◆ WORK REQUIRED ◆
Wherever the string "Nervo" turns up in the data, copy the whole line.

--- DATA EXTRACT Enclosed Below ---

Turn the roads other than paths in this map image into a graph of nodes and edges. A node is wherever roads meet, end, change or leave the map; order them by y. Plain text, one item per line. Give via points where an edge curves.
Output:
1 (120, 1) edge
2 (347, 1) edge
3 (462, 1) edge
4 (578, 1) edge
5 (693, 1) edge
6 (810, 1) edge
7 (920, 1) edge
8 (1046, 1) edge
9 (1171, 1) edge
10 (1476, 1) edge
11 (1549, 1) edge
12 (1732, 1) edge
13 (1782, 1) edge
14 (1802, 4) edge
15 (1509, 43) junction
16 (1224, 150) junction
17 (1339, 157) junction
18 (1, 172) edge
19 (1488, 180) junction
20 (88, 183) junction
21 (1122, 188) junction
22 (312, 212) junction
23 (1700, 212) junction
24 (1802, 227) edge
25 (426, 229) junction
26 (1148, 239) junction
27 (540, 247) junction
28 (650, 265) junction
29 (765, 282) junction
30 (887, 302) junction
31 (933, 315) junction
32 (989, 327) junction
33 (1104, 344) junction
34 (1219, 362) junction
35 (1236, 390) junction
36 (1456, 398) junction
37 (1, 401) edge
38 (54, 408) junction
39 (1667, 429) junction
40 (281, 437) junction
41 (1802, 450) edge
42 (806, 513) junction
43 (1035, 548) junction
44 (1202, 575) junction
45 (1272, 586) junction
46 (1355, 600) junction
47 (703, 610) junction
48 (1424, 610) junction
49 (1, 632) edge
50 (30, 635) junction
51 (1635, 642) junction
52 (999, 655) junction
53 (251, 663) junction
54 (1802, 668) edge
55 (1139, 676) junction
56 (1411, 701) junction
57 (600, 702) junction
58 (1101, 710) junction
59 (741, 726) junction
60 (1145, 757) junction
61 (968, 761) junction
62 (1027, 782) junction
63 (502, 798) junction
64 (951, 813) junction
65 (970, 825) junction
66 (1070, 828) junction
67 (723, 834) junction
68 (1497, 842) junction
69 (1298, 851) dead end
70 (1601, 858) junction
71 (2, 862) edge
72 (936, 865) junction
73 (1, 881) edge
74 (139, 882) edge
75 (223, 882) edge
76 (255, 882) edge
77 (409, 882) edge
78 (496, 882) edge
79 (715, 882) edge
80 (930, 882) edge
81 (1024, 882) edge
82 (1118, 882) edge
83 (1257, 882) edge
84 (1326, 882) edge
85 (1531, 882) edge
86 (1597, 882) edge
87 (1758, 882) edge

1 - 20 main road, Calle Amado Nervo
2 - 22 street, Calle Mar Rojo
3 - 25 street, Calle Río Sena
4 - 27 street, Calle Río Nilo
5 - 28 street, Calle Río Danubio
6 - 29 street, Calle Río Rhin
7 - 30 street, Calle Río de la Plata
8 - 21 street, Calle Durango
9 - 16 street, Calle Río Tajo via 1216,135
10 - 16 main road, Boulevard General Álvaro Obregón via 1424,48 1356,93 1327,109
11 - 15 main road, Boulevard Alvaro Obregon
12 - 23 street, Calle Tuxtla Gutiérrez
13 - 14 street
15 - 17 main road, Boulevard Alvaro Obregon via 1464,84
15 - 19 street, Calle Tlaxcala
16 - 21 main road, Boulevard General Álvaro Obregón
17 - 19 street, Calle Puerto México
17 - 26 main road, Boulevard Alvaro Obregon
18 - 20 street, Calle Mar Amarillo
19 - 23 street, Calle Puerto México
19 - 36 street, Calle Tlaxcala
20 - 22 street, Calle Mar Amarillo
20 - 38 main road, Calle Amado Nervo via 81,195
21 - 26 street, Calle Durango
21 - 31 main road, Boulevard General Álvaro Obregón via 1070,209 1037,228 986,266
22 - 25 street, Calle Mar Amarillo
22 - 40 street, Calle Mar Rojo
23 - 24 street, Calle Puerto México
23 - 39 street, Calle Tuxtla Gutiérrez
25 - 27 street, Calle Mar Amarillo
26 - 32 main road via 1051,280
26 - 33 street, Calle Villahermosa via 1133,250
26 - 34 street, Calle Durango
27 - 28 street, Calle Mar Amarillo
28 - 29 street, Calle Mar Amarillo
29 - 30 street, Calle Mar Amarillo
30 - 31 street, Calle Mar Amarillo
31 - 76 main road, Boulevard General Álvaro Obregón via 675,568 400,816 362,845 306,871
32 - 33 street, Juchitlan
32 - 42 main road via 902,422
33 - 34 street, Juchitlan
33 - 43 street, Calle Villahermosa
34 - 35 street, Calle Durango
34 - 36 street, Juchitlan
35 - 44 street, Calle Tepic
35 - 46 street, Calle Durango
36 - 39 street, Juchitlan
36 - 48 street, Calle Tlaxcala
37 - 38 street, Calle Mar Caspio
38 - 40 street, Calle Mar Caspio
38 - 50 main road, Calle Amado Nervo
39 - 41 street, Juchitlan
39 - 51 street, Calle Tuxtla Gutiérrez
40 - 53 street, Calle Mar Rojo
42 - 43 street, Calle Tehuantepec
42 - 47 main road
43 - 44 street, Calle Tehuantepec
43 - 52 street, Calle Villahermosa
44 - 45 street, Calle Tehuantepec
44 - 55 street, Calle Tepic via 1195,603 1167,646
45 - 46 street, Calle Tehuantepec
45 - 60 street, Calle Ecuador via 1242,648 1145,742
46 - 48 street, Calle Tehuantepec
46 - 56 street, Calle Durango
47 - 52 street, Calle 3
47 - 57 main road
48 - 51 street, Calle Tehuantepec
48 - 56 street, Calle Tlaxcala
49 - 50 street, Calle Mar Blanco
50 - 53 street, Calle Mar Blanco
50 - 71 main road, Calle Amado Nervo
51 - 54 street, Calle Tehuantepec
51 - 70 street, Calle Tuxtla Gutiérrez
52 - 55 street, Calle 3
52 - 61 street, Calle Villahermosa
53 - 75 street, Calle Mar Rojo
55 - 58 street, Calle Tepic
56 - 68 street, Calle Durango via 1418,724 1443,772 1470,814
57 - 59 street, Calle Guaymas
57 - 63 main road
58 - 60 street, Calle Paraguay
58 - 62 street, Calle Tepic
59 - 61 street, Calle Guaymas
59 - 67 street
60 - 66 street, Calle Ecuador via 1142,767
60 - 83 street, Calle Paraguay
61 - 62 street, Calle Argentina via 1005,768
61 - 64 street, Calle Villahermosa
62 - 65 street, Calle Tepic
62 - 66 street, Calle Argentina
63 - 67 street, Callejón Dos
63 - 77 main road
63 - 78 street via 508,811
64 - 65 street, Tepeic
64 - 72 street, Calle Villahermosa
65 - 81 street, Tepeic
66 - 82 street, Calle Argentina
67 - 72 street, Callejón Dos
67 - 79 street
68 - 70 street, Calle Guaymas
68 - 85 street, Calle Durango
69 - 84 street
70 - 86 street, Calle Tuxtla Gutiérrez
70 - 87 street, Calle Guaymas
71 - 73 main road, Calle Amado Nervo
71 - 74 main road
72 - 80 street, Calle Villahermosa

--- End of Enclosed DATA EXTRACT ---

◆ EXERCISE RESULT ◆
1 - 20 main road, Calle Amado Nervo
20 - 38 main road, Calle Amado Nervo via 81,195
38 - 50 main road, Calle Amado Nervo
50 - 71 main road, Calle Amado Nervo
71 - 73 main road, Calle Amado Nervo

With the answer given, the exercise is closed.